━━━━━ MATERIAL SUPPLIED
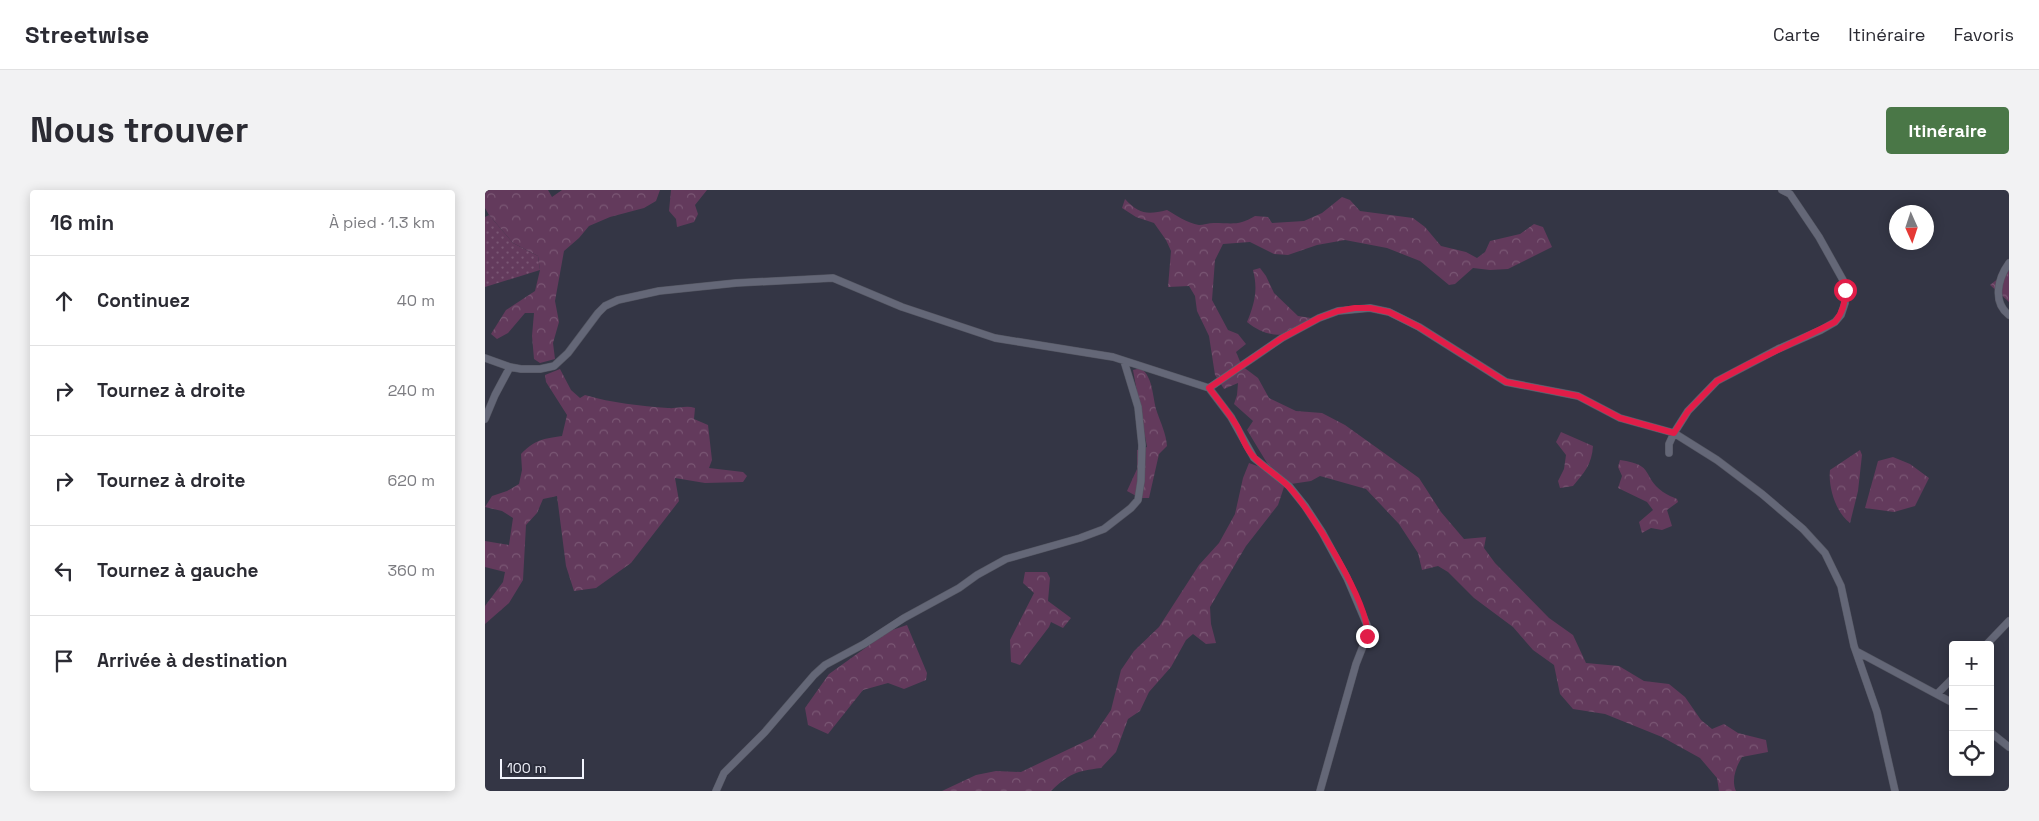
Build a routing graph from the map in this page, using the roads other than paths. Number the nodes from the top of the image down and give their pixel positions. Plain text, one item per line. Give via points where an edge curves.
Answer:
1 (1782, 190) edge
2 (2009, 263) edge
3 (2009, 315) edge
4 (485, 358) edge
5 (1124, 361) junction
6 (510, 367) junction
7 (1209, 388) junction
8 (485, 419) edge
9 (1674, 433) junction
10 (1669, 453) dead end
11 (2009, 621) edge
12 (1990, 641) edge
13 (1856, 651) junction
14 (1949, 682) edge
15 (1937, 694) junction
16 (1949, 701) edge
17 (1994, 735) edge
18 (2009, 747) edge
19 (717, 791) edge
20 (1320, 791) edge
21 (1895, 791) edge

1 - 9 street via 1790,194 1840,274 1845,290 1841,315 1821,330 1717,381 1688,411
2 - 3 street via 2001,276 1998,295 2002,308
4 - 6 street
5 - 6 street via 995,338 902,307 839,279 823,278 659,290 617,300 598,313 554,366 540,370
5 - 7 street
5 - 19 street via 1138,407 1142,445 1141,481 1137,500 1131,508 1104,529 1006,559 825,665 724,773
6 - 8 street
7 - 9 street via 1282,338 1319,318 1338,311 1370,308 1389,312 1419,327 1506,382 1578,396 1620,418
7 - 20 street via 1231,417 1254,458 1289,486 1305,506 1347,578 1367,624 1367,636
9 - 10 street
9 - 13 street via 1717,460 1817,542 1841,586
11 - 12 street
13 - 15 street
13 - 21 street via 1877,712
14 - 15 street
15 - 16 street
17 - 18 street

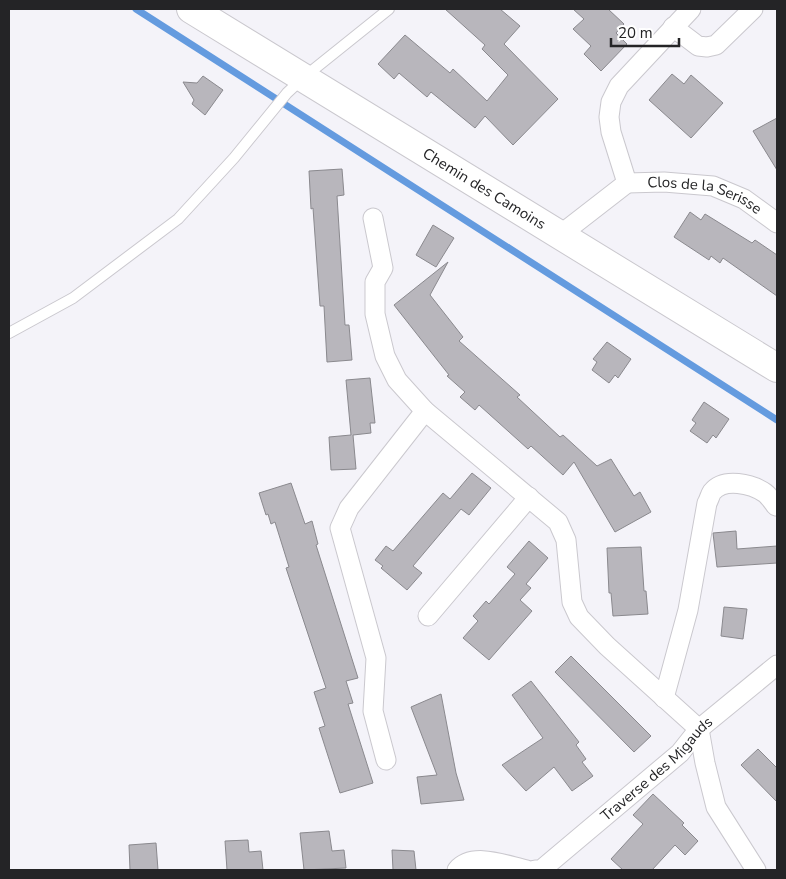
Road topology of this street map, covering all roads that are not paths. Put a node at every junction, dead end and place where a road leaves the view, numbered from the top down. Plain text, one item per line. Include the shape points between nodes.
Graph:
1 (191, 9) edge
2 (389, 9) edge
3 (691, 9) edge
4 (753, 9) edge
5 (672, 27) junction
6 (295, 86) junction
7 (627, 183) junction
8 (373, 218) dead end
9 (777, 223) edge
10 (560, 235) junction
11 (9, 333) edge
12 (777, 368) edge
13 (425, 411) junction
14 (529, 497) junction
15 (776, 506) dead end
16 (428, 616) dead end
17 (777, 665) edge
18 (664, 698) junction
19 (699, 729) junction
20 (386, 760) dead end
21 (457, 870) edge
22 (527, 870) edge
23 (535, 870) edge
24 (756, 870) edge

1 - 6 street, Chemin des Camoins
2 - 6 lane
3 - 5 street, Clos de la Serisse
4 - 5 street via 716,45 698,46
5 - 7 street, Clos de la Serisse via 619,86 611,102 609,117
6 - 10 street, Chemin des Camoins
6 - 11 lane via 178,219 73,298
7 - 9 street, Clos de la Serisse via 714,186 744,199
7 - 10 street, Clos de la Serisse
8 - 13 street via 382,268 375,282 375,314 385,356 398,380
10 - 12 street, Chemin des Camoins
13 - 14 street
13 - 20 street via 349,508 340,528 376,658 373,711
14 - 16 street
14 - 18 street via 558,522 566,540 572,602 579,617
15 - 18 street via 766,494 741,483 725,484 713,491 707,503 688,610
17 - 19 street, Traverse des Migauds
18 - 19 street
19 - 23 street, Traverse des Migauds via 680,753 541,870
19 - 24 street via 716,807
21 - 22 street via 473,860

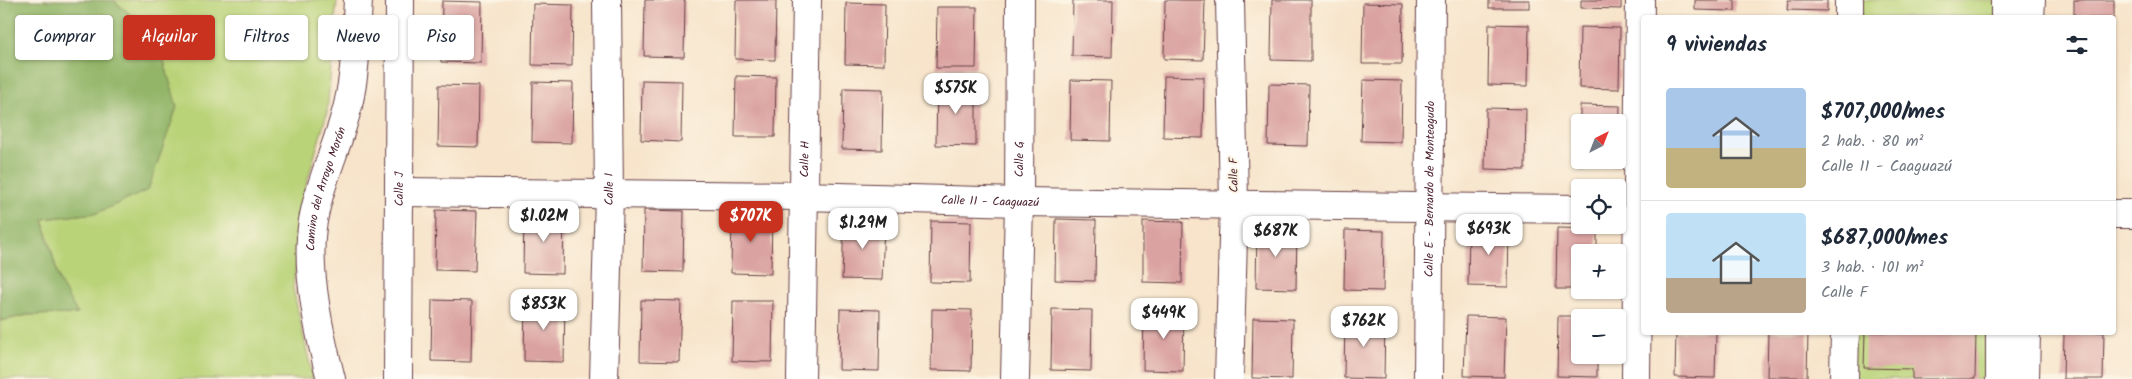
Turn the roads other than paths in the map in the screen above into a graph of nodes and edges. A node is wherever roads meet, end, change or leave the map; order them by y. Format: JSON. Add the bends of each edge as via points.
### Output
{"nodes":[{"id":1,"x":358,"y":0,"type":"edge"},
{"id":2,"x":400,"y":0,"type":"edge"},
{"id":3,"x":607,"y":0,"type":"edge"},
{"id":4,"x":807,"y":0,"type":"edge"},
{"id":5,"x":1020,"y":0,"type":"edge"},
{"id":6,"x":1230,"y":0,"type":"edge"},
{"id":7,"x":1431,"y":0,"type":"edge"},
{"id":8,"x":1640,"y":0,"type":"edge"},
{"id":9,"x":1849,"y":0,"type":"edge"},
{"id":10,"x":2005,"y":0,"type":"edge"},
{"id":11,"x":2031,"y":0,"type":"edge"},
{"id":12,"x":1849,"y":15,"type":"edge"},
{"id":13,"x":2004,"y":15,"type":"edge"},
{"id":14,"x":2030,"y":15,"type":"edge"},
{"id":15,"x":400,"y":192,"type":"junction"},
{"id":16,"x":609,"y":195,"type":"junction"},
{"id":17,"x":803,"y":196,"type":"junction"},
{"id":18,"x":1019,"y":202,"type":"junction"},
{"id":19,"x":1234,"y":204,"type":"junction"},
{"id":20,"x":1430,"y":207,"type":"junction"},
{"id":21,"x":1571,"y":209,"type":"edge"},
{"id":22,"x":1634,"y":210,"type":"edge"},
{"id":23,"x":2116,"y":214,"type":"edge"},
{"id":24,"x":2132,"y":214,"type":"edge"},
{"id":25,"x":1845,"y":335,"type":"edge"},
{"id":26,"x":2000,"y":335,"type":"edge"},
{"id":27,"x":2026,"y":335,"type":"edge"},
{"id":28,"x":330,"y":379,"type":"edge"},
{"id":29,"x":398,"y":379,"type":"edge"},
{"id":30,"x":604,"y":379,"type":"edge"},
{"id":31,"x":801,"y":379,"type":"edge"},
{"id":32,"x":1015,"y":379,"type":"edge"},
{"id":33,"x":1230,"y":379,"type":"edge"},
{"id":34,"x":1428,"y":379,"type":"edge"},
{"id":35,"x":1636,"y":379,"type":"edge"},
{"id":36,"x":1844,"y":379,"type":"edge"},
{"id":37,"x":2000,"y":379,"type":"edge"},
{"id":38,"x":2025,"y":379,"type":"edge"}],
"edges":[{"from":1,"to":28,"type":"street","name":"Camino del Arroyo Morón","via":[[354,77],[311,236],[311,272]]},
{"from":2,"to":15,"type":"street","name":"Calle J"},
{"from":3,"to":16,"type":"street","name":"Calle I"},
{"from":4,"to":17,"type":"street","name":"Calle H"},
{"from":5,"to":18,"type":"street","name":"Calle G"},
{"from":6,"to":19,"type":"street","name":"Calle F"},
{"from":7,"to":20,"type":"street","name":"Calle E - Bernardo de Monteagudo"},
{"from":8,"to":22,"type":"street"},
{"from":9,"to":12,"type":"street"},
{"from":10,"to":13,"type":"street"},
{"from":11,"to":14,"type":"street"},
{"from":15,"to":16,"type":"street","name":"Calle 11 - Caaguazú"},
{"from":15,"to":29,"type":"street","name":"Calle J"},
{"from":16,"to":17,"type":"street","name":"Calle 11 - Caaguazú"},
{"from":16,"to":30,"type":"street","name":"Calle I"},
{"from":17,"to":18,"type":"street","name":"Calle 11 - Caaguazú"},
{"from":17,"to":31,"type":"street","name":"Calle H"},
{"from":18,"to":19,"type":"street","name":"Calle 11 - Caaguazú"},
{"from":18,"to":32,"type":"street","name":"Calle G"},
{"from":19,"to":20,"type":"street","name":"Calle 11 - Caaguazú"},
{"from":19,"to":33,"type":"street","name":"Calle F"},
{"from":20,"to":21,"type":"street","name":"Calle 11 - Caaguazú"},
{"from":20,"to":34,"type":"street","name":"Calle E - Bernardo de Monteagudo"},
{"from":22,"to":35,"type":"street"},
{"from":23,"to":24,"type":"street"},
{"from":25,"to":36,"type":"street"},
{"from":26,"to":37,"type":"street"},
{"from":27,"to":38,"type":"street"}]}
━━━━━━━━━━
■ **WHAT IS EXPECTED**
Give every line of the data above again as it stands; the pictures stay out.

■ **THE COMPLETED TASK**
Build a routing graph from the map in this page, using the roads other than paths. Number the nodes from the top of the image down and give their pixel positions. Plain text, one item per line. Give via points where an edge curves.
Answer:
1 (1782, 190) edge
2 (2009, 263) edge
3 (2009, 315) edge
4 (485, 358) edge
5 (1124, 361) junction
6 (510, 367) junction
7 (1209, 388) junction
8 (485, 419) edge
9 (1674, 433) junction
10 (1669, 453) dead end
11 (2009, 621) edge
12 (1990, 641) edge
13 (1856, 651) junction
14 (1949, 682) edge
15 (1937, 694) junction
16 (1949, 701) edge
17 (1994, 735) edge
18 (2009, 747) edge
19 (717, 791) edge
20 (1320, 791) edge
21 (1895, 791) edge

1 - 9 street via 1790,194 1840,274 1845,290 1841,315 1821,330 1717,381 1688,411
2 - 3 street via 2001,276 1998,295 2002,308
4 - 6 street
5 - 6 street via 995,338 902,307 839,279 823,278 659,290 617,300 598,313 554,366 540,370
5 - 7 street
5 - 19 street via 1138,407 1142,445 1141,481 1137,500 1131,508 1104,529 1006,559 825,665 724,773
6 - 8 street
7 - 9 street via 1282,338 1319,318 1338,311 1370,308 1389,312 1419,327 1506,382 1578,396 1620,418
7 - 20 street via 1231,417 1254,458 1289,486 1305,506 1347,578 1367,624 1367,636
9 - 10 street
9 - 13 street via 1717,460 1817,542 1841,586
11 - 12 street
13 - 15 street
13 - 21 street via 1877,712
14 - 15 street
15 - 16 street
17 - 18 street

Road topology of this street map, covering all roads that are not paths. Put a node at every junction, dead end and place where a road leaves the view, numbered from the top down. Plain text, one item per line. Include the shape points between nodes.
Graph:
1 (191, 9) edge
2 (389, 9) edge
3 (691, 9) edge
4 (753, 9) edge
5 (672, 27) junction
6 (295, 86) junction
7 (627, 183) junction
8 (373, 218) dead end
9 (777, 223) edge
10 (560, 235) junction
11 (9, 333) edge
12 (777, 368) edge
13 (425, 411) junction
14 (529, 497) junction
15 (776, 506) dead end
16 (428, 616) dead end
17 (777, 665) edge
18 (664, 698) junction
19 (699, 729) junction
20 (386, 760) dead end
21 (457, 870) edge
22 (527, 870) edge
23 (535, 870) edge
24 (756, 870) edge

1 - 6 street, Chemin des Camoins
2 - 6 lane
3 - 5 street, Clos de la Serisse
4 - 5 street via 716,45 698,46
5 - 7 street, Clos de la Serisse via 619,86 611,102 609,117
6 - 10 street, Chemin des Camoins
6 - 11 lane via 178,219 73,298
7 - 9 street, Clos de la Serisse via 714,186 744,199
7 - 10 street, Clos de la Serisse
8 - 13 street via 382,268 375,282 375,314 385,356 398,380
10 - 12 street, Chemin des Camoins
13 - 14 street
13 - 20 street via 349,508 340,528 376,658 373,711
14 - 16 street
14 - 18 street via 558,522 566,540 572,602 579,617
15 - 18 street via 766,494 741,483 725,484 713,491 707,503 688,610
17 - 19 street, Traverse des Migauds
18 - 19 street
19 - 23 street, Traverse des Migauds via 680,753 541,870
19 - 24 street via 716,807
21 - 22 street via 473,860

Turn the roads other than paths in the map in the screen above into a graph of nodes and edges. A node is wherever roads meet, end, change or leave the map; order them by y. Format: JSON. Add the bends of each edge as via points.
### Output
{"nodes":[{"id":1,"x":358,"y":0,"type":"edge"},
{"id":2,"x":400,"y":0,"type":"edge"},
{"id":3,"x":607,"y":0,"type":"edge"},
{"id":4,"x":807,"y":0,"type":"edge"},
{"id":5,"x":1020,"y":0,"type":"edge"},
{"id":6,"x":1230,"y":0,"type":"edge"},
{"id":7,"x":1431,"y":0,"type":"edge"},
{"id":8,"x":1640,"y":0,"type":"edge"},
{"id":9,"x":1849,"y":0,"type":"edge"},
{"id":10,"x":2005,"y":0,"type":"edge"},
{"id":11,"x":2031,"y":0,"type":"edge"},
{"id":12,"x":1849,"y":15,"type":"edge"},
{"id":13,"x":2004,"y":15,"type":"edge"},
{"id":14,"x":2030,"y":15,"type":"edge"},
{"id":15,"x":400,"y":192,"type":"junction"},
{"id":16,"x":609,"y":195,"type":"junction"},
{"id":17,"x":803,"y":196,"type":"junction"},
{"id":18,"x":1019,"y":202,"type":"junction"},
{"id":19,"x":1234,"y":204,"type":"junction"},
{"id":20,"x":1430,"y":207,"type":"junction"},
{"id":21,"x":1571,"y":209,"type":"edge"},
{"id":22,"x":1634,"y":210,"type":"edge"},
{"id":23,"x":2116,"y":214,"type":"edge"},
{"id":24,"x":2132,"y":214,"type":"edge"},
{"id":25,"x":1845,"y":335,"type":"edge"},
{"id":26,"x":2000,"y":335,"type":"edge"},
{"id":27,"x":2026,"y":335,"type":"edge"},
{"id":28,"x":330,"y":379,"type":"edge"},
{"id":29,"x":398,"y":379,"type":"edge"},
{"id":30,"x":604,"y":379,"type":"edge"},
{"id":31,"x":801,"y":379,"type":"edge"},
{"id":32,"x":1015,"y":379,"type":"edge"},
{"id":33,"x":1230,"y":379,"type":"edge"},
{"id":34,"x":1428,"y":379,"type":"edge"},
{"id":35,"x":1636,"y":379,"type":"edge"},
{"id":36,"x":1844,"y":379,"type":"edge"},
{"id":37,"x":2000,"y":379,"type":"edge"},
{"id":38,"x":2025,"y":379,"type":"edge"}],
"edges":[{"from":1,"to":28,"type":"street","name":"Camino del Arroyo Morón","via":[[354,77],[311,236],[311,272]]},
{"from":2,"to":15,"type":"street","name":"Calle J"},
{"from":3,"to":16,"type":"street","name":"Calle I"},
{"from":4,"to":17,"type":"street","name":"Calle H"},
{"from":5,"to":18,"type":"street","name":"Calle G"},
{"from":6,"to":19,"type":"street","name":"Calle F"},
{"from":7,"to":20,"type":"street","name":"Calle E - Bernardo de Monteagudo"},
{"from":8,"to":22,"type":"street"},
{"from":9,"to":12,"type":"street"},
{"from":10,"to":13,"type":"street"},
{"from":11,"to":14,"type":"street"},
{"from":15,"to":16,"type":"street","name":"Calle 11 - Caaguazú"},
{"from":15,"to":29,"type":"street","name":"Calle J"},
{"from":16,"to":17,"type":"street","name":"Calle 11 - Caaguazú"},
{"from":16,"to":30,"type":"street","name":"Calle I"},
{"from":17,"to":18,"type":"street","name":"Calle 11 - Caaguazú"},
{"from":17,"to":31,"type":"street","name":"Calle H"},
{"from":18,"to":19,"type":"street","name":"Calle 11 - Caaguazú"},
{"from":18,"to":32,"type":"street","name":"Calle G"},
{"from":19,"to":20,"type":"street","name":"Calle 11 - Caaguazú"},
{"from":19,"to":33,"type":"street","name":"Calle F"},
{"from":20,"to":21,"type":"street","name":"Calle 11 - Caaguazú"},
{"from":20,"to":34,"type":"street","name":"Calle E - Bernardo de Monteagudo"},
{"from":22,"to":35,"type":"street"},
{"from":23,"to":24,"type":"street"},
{"from":25,"to":36,"type":"street"},
{"from":26,"to":37,"type":"street"},
{"from":27,"to":38,"type":"street"}]}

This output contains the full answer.